Jung and Imagery
by Frank Coughlan
Theory in Deep Imagery has been studiously avoided in order that people may learn and grow from their own imagery rather than getting caught up in trying to make their imagery fit with the expectations of a theory. Avoiding the potential of theory ‘strait-jacket’ is important since many of our psychological injuries come from forcing our personalities into pre-conceived notions of who we should be. One of the great values of Deep Imagery is the space it provides for individuals to successfully express through imagery the genuine nature of their own inner being.
Nevertheless, when I gave the April talk at the C G Jung Society of Queensland, I found that people there appreciated being able to intellectually relate the Deep Imagery process to Jung’s Active Imagination process.
One of the initial challenges for some people in working with imagery is the tendency to feel that they are somehow ‘not doing it right’. The person might feel that the image that comes is not correct. Sometimes they say there is no image although, frequently, when I ask further, an image or an experience has taken place and it has been discounted. I think that these responses reflect the injuries that have been done to us in our social upbringing whereby people in our lives have denied or rejected — often unconsciously and with the best intentions — important expressions of who we are. We internalise those injurious patterns and we learn to discount important energies within ourselves.
Hearing Jung’s advice on what the Active Imagination process is and on how to do it seems to provide reassurance and permission for people to more readily accept whatever images arise. In the five-minute imagery journey at the end of the meeting, people readily experienced their imagery, in some cases with profound insights.
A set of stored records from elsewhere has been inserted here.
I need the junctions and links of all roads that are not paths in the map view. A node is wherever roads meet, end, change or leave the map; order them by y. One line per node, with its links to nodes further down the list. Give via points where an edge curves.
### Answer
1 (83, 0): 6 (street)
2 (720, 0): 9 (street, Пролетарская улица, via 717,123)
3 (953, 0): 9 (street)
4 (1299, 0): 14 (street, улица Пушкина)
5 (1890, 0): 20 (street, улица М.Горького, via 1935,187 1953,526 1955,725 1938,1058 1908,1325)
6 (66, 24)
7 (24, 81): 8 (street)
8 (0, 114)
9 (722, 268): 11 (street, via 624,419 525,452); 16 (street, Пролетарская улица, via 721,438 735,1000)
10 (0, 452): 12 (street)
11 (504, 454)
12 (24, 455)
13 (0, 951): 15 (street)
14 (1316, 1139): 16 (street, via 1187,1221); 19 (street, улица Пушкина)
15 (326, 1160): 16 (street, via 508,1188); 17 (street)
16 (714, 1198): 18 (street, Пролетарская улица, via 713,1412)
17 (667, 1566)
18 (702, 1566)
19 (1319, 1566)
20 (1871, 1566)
What was it in Jung’s ideas that helped people to so readily trust their imagery process? To paraphrase Jung from his commentary on “The Secret of The Golden Flower”, ‘the process is a simple one, if only simplicity itself were not the most difficult thing. A scrap of fantasy comes and floats away. An image seems too stupid or irrelevant.’ In Deep-Imagery speak: the animal or image that comes is exactly the right one. Jung writes on extensively to show the importance of respecting those wisps of imagery that arise.
Another helpful idea from Jung is his observation about what people did to reach a new level of awareness within themselves, roughly equivalent to our imagery process. Again I paraphrase as I do not have the book to hand. He wrote ‘They did nothing (wu wei – action through non-action) but simply let something arise of its own accord’. Jung is describing an attitude to ourselves of letting imagery arise without trying to impose expectations on it: easy and not so easy at the same time.
The CG Jung Society of Queensland will host a talk and a one-day workshop by Steve Gallegos in the week prior to the Festival of the Animals in October this year. Jung Society members keenly look forward to meeting Steve and to hearing more about his work.